L’Algérie malmenée
Par Abdelkader S. – L’Algérie est prise entre le marteau d’un pouvoir détenu par des dirigeants stagiaires et d’un Hirak capté par des apprentis révolutionnaires. Elle est en proie au règne de la non-sachance érigée en science en ces temps de grave crise sanitaire. Bref, l’Algérie est en danger.
Les pérégrinations diurnes et nocturnes du ministre du Commerce, recruté par Tebboune sur un plateau de télévision, dévoilent l’ineptie de ce fonctionnaire qui a réduit la mission de tout un département au rôle de mercuriale. Néophyte découvrant la jouissance du pouvoir de vociférer en étant momentanément épargné par la muselière, Kamel Rezig se plait à se pavaner entre les rayons des grandes surfaces et des marchés de gros, flanqué des outils de propagande rameutés pour la circonstance et à dire les contes des Mille et une nuits à des citoyens habitués aux bobards de ses prédécesseurs et connaissant mieux que lui les rouages du marché pour pouvoir le croire.

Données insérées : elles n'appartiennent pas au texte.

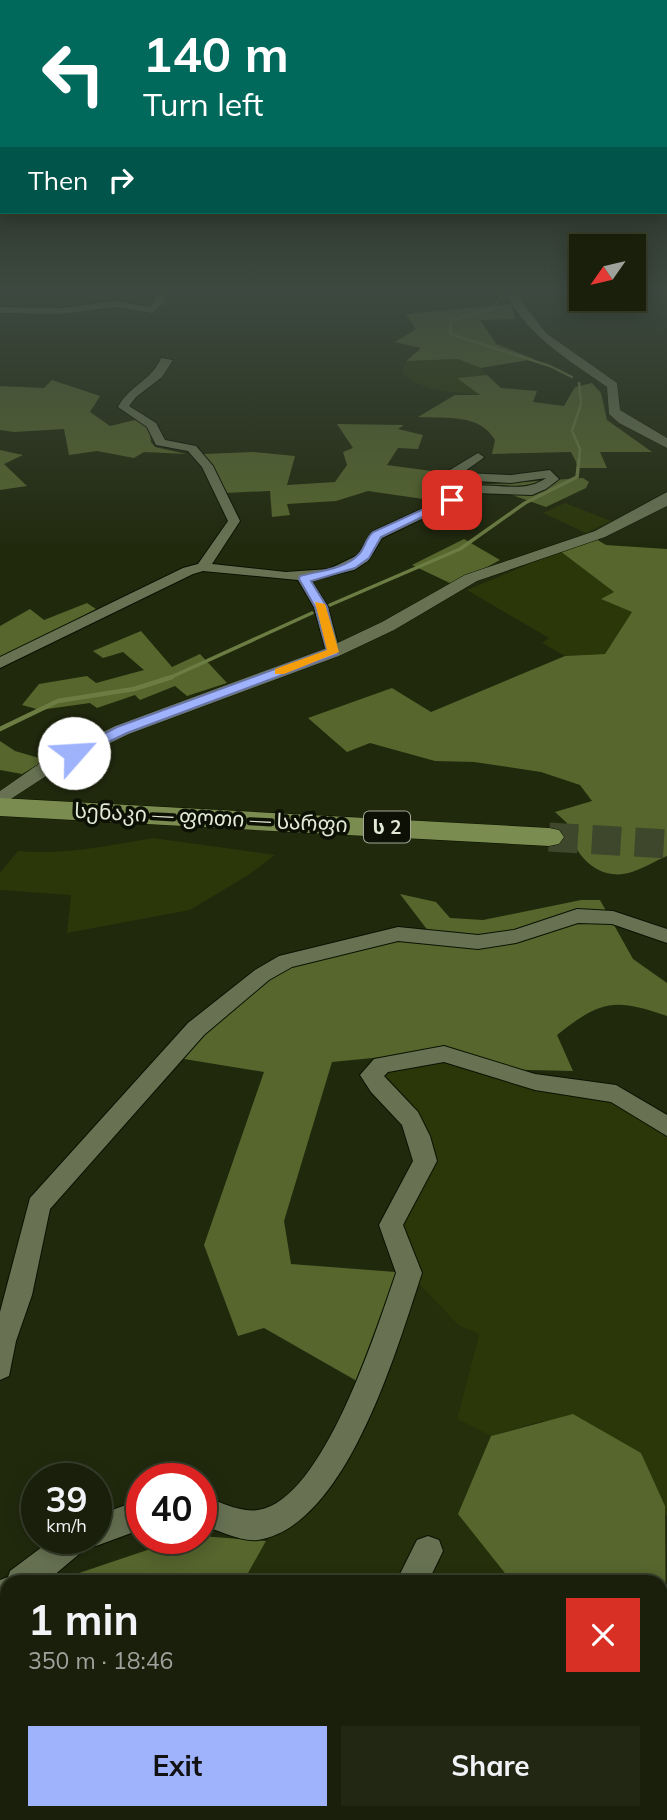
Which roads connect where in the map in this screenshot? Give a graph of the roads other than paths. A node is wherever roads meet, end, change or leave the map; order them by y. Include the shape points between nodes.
1 (156, 378) edge
2 (601, 378) edge
3 (667, 444) edge
4 (478, 457) dead end
5 (667, 496) edge
6 (203, 567) junction
7 (304, 579) junction
8 (333, 652) junction
9 (0, 663) edge
10 (0, 800) edge
11 (0, 807) edge
12 (549, 837) tunnel mouth
13 (667, 936) edge
14 (667, 1127) edge
15 (0, 1367) edge
16 (217, 1514) edge
17 (428, 1550) dead end
18 (58, 1554) edge
19 (30, 1575) edge
20 (415, 1575) edge

1 - 6 street via 123,407 152,425 160,443 192,448 234,521
2 - 3 street via 613,386 614,411
4 - 7 street via 449,476 511,479 544,472 553,479 520,494 486,486 473,490 377,535 365,556 351,565
5 - 8 street via 619,524 471,579
6 - 7 street
6 - 9 street via 116,604
7 - 8 street via 321,607
8 - 10 street via 122,730 50,765
11 - 12 highway, სენაკი — ფოთი — სარფი / ს 2
13 - 15 street via 613,918 577,916 516,936 478,942 398,934 286,961 262,975 196,1029 39,1205
14 - 16 street via 616,1094 535,1082 444,1055 382,1065 371,1075 419,1134 425,1161 391,1225 409,1273 369,1388 331,1465 308,1494 278,1520 257,1525
17 - 20 street
18 - 19 street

Ce ministre surmédiatisé à dessein est la preuve matérielle de l’inconséquence et de l’inconsistance du régime qui vend aux Algériens la chimère de la maîtrise de tout et qui, au fond, ne maîtrise rien pour au moins deux raisons : le déficit de légitimité qui fait que toutes ses décisions et ses mesures sont systématiquement enfreintes et l’incompétence criante des personnes choisies pour diriger des départements et des secteurs complexes, qui plus est, dans ces moments de crise multidimensionnelle.
En face, le Hirak est en train de glisser doucement mais sûrement vers une récupération rampante après plus d’une année de combat infructueux qui a porté un ancien ministre de Bouteflika au pouvoir et renforcé l’emprise des services secrets, durablement installés par Gaïd-Salah sur l’appareil judiciaire, sur les forces de sécurité et sur les médias.
Ce mouvement de contestation populaire, qui avait déclenché une guerre au sommet dont la conséquence fut le sacrifice d’une partie du clan pour sauver l’ensemble du système, a fini par s’abandonner aux mêmes cercles qui, depuis des années, pavaient la voie à l’islam politique pour prendre sa revanche après l’arrêt salvateur du processus électoral de 1991, qui allait offrir l’Algérie à un François Mitterrand asphyxié par l’indépendance qui lui était restée en travers de la gorge. Un islam politique nouveau, débarrassé de sa carapace rigide et présenté sous une forme plus moelleuse pour mieux en faciliter l’absorption.
Entre les deux, une élite observe, impuissante, cette descente aux enfers, paralysée par autant de misère intellectuelle et d’indigence morale.
A. S.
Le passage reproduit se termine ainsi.